Art
Maxwell Rabb
It’s a strange time for Los Angeles to be hosting an art week. The city is still reeling from the devastation of January’s wildfires, which scorched more than 40,000 acres and displaced over 180,000 people. The destruction affected the entire city, including its art scene: artists, galleries, and institutions alike.
In the immediate aftermath, uncertainty loomed over the city’s major cultural events, with the 2025 edition of Frieze Los Angeles in particular facing mounting pressure over whether to proceed. However, on January 17th, Frieze confirmed that the fair would proceed as planned. “After careful consideration and extensive conversations with galleries, partners, and city-wide stakeholders, we can confirm that the sixth edition of Frieze Los Angeles will go ahead,” read a statement from the fair.
With that decided, the city is now preparing for its regular January fairs, despite the circumstances. Also taking place are the L.A. Art Show, Felix Art Fair, and newcomer Post-Fair, along with a schedule of standout exhibitions that highlight both the city’s thriving art scene and its perseverance. The fires might not be far from visitors’ minds, as some gallery shows, like one at Anat Ebgi, will directly support artists who lost their spaces to the fires.
Here are 11 must-see gallery shows during Frieze Los Angeles 2025.
Woody de Othello, Sound Mind, 2024. Courtesy of Karma and the artist.
Woody de Othello, Drum and base, 2024. Courtesy of Karma and the artist.

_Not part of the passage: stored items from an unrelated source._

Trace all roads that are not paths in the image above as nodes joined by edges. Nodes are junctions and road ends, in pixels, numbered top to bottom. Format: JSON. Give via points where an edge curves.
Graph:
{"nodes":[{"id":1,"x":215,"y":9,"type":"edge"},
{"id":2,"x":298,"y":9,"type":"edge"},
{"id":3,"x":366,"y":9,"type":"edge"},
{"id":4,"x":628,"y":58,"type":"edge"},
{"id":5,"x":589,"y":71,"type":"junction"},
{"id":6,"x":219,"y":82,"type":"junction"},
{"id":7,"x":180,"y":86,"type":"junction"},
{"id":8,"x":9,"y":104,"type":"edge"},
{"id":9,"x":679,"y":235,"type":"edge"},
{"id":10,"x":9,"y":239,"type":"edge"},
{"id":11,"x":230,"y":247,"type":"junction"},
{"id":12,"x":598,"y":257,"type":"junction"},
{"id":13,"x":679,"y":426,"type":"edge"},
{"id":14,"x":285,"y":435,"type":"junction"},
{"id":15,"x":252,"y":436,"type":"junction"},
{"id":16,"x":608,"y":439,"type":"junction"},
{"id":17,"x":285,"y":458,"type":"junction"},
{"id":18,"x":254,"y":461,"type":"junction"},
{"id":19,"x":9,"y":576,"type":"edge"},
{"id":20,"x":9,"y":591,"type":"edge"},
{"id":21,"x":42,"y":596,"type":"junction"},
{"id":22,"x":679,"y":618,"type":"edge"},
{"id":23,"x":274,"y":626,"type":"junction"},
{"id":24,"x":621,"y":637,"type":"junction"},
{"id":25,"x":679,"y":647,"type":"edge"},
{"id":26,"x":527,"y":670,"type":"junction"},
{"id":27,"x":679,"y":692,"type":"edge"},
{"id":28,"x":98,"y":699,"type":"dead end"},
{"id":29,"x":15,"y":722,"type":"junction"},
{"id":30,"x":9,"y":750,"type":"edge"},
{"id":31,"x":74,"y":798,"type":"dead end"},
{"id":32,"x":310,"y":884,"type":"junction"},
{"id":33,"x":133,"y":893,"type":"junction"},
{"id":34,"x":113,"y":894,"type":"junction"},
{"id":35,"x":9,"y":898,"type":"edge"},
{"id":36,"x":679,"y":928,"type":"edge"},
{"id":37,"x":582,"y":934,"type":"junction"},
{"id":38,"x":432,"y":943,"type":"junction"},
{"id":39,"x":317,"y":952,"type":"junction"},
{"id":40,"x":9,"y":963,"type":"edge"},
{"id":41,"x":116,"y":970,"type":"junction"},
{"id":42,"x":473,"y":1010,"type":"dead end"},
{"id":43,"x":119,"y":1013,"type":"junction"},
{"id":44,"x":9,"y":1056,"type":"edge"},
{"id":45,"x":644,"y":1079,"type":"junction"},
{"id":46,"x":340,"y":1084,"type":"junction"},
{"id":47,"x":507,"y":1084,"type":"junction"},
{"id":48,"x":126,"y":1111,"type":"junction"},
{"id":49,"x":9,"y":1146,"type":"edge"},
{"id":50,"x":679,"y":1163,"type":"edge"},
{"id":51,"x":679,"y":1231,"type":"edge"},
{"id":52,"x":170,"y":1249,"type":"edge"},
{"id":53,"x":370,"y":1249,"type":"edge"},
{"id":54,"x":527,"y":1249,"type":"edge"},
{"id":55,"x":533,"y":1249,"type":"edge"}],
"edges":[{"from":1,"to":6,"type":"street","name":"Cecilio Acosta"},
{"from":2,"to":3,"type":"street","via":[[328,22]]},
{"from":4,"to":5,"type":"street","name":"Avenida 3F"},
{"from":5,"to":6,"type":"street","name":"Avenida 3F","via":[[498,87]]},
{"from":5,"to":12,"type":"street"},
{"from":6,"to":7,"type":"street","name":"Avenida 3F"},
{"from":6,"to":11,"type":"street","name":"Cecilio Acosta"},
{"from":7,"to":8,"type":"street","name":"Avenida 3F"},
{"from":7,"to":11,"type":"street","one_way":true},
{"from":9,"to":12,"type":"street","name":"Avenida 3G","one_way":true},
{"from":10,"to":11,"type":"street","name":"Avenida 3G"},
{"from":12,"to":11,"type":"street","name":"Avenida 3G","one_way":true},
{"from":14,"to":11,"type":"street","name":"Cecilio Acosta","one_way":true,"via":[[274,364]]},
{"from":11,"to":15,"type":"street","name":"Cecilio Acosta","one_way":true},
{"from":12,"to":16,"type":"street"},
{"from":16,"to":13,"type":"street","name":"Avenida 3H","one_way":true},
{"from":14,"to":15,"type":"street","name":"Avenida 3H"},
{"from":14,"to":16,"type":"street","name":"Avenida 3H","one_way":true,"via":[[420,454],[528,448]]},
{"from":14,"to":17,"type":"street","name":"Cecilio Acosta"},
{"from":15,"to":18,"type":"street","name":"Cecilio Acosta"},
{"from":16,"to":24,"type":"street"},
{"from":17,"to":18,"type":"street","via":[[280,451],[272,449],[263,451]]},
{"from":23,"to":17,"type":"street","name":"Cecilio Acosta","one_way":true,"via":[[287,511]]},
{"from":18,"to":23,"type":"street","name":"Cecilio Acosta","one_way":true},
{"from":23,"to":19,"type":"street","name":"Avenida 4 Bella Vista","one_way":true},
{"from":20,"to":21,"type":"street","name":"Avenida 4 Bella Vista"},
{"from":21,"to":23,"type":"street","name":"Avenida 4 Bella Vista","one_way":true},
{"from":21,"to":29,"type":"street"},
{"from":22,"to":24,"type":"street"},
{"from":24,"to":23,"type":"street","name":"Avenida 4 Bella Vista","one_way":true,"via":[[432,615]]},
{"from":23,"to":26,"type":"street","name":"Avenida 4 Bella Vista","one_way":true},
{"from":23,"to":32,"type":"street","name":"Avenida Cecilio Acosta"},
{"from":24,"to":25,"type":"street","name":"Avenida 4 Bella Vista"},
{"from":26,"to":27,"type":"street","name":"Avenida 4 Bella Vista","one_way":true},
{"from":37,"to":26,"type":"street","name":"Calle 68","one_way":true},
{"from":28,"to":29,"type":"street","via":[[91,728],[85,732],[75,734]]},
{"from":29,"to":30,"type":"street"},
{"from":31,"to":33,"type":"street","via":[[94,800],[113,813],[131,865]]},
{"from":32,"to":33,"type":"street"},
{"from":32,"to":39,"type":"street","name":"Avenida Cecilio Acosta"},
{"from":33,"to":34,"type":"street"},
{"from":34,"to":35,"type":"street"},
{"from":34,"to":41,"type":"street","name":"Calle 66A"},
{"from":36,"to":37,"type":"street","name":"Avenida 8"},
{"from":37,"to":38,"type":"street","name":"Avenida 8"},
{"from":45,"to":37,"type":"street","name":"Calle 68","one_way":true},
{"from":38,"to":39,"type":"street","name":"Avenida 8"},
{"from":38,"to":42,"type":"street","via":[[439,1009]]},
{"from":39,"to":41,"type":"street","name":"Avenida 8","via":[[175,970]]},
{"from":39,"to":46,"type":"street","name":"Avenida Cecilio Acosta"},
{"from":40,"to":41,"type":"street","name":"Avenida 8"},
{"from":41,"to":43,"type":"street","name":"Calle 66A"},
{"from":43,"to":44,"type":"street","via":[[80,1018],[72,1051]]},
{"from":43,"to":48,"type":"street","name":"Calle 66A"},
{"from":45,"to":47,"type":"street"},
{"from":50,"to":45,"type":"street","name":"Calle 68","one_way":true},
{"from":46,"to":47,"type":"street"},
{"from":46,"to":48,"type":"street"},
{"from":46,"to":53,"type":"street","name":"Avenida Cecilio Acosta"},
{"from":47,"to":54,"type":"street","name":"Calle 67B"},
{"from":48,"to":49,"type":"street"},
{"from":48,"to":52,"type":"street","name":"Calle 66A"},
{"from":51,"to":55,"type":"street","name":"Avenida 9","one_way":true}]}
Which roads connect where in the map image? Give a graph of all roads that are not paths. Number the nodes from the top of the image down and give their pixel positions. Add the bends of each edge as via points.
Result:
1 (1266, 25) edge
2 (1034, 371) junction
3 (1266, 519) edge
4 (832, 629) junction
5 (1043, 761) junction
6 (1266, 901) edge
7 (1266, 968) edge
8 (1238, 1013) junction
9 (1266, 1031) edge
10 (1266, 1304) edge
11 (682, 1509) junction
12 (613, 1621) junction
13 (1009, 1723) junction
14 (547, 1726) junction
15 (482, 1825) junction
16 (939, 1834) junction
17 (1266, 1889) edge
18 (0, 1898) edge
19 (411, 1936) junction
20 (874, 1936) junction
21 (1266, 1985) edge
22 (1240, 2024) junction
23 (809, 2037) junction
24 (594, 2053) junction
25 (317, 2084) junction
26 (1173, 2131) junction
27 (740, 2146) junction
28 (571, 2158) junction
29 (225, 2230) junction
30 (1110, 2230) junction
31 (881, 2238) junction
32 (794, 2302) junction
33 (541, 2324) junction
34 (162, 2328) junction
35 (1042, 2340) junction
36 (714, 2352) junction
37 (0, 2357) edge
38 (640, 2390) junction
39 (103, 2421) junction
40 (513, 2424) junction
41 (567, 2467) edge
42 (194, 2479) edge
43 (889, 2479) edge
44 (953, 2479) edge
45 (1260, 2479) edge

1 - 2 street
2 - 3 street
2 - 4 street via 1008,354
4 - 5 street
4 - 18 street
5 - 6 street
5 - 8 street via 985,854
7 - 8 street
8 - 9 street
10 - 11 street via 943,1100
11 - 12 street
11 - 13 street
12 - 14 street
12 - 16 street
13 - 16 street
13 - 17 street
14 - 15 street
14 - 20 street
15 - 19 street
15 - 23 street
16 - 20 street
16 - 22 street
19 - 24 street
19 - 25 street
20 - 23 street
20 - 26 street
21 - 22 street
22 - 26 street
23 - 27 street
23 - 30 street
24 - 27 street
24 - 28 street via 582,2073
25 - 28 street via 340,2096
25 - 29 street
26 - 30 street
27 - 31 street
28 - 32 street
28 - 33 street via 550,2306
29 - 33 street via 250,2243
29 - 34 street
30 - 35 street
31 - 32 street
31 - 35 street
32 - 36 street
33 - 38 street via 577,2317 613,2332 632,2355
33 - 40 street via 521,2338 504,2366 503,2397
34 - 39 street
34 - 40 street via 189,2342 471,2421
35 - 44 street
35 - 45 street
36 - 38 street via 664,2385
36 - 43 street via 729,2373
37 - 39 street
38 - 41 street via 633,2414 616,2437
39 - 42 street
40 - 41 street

Woody de Othello breathes life into everyday objects, often transforming phones and clocks into anthropomorphized ceramic and bronze sculptures. Based in Oakland, California, Othello has said of his transformative practice: “I choose objects that are already very human.” For his first solo exhibition in Los Angeles, “Tuning the Dial” at Karma, Othello narrows in on our relationship with sonic technology, endowing items like boomboxes and horns with distinctly human characteristics.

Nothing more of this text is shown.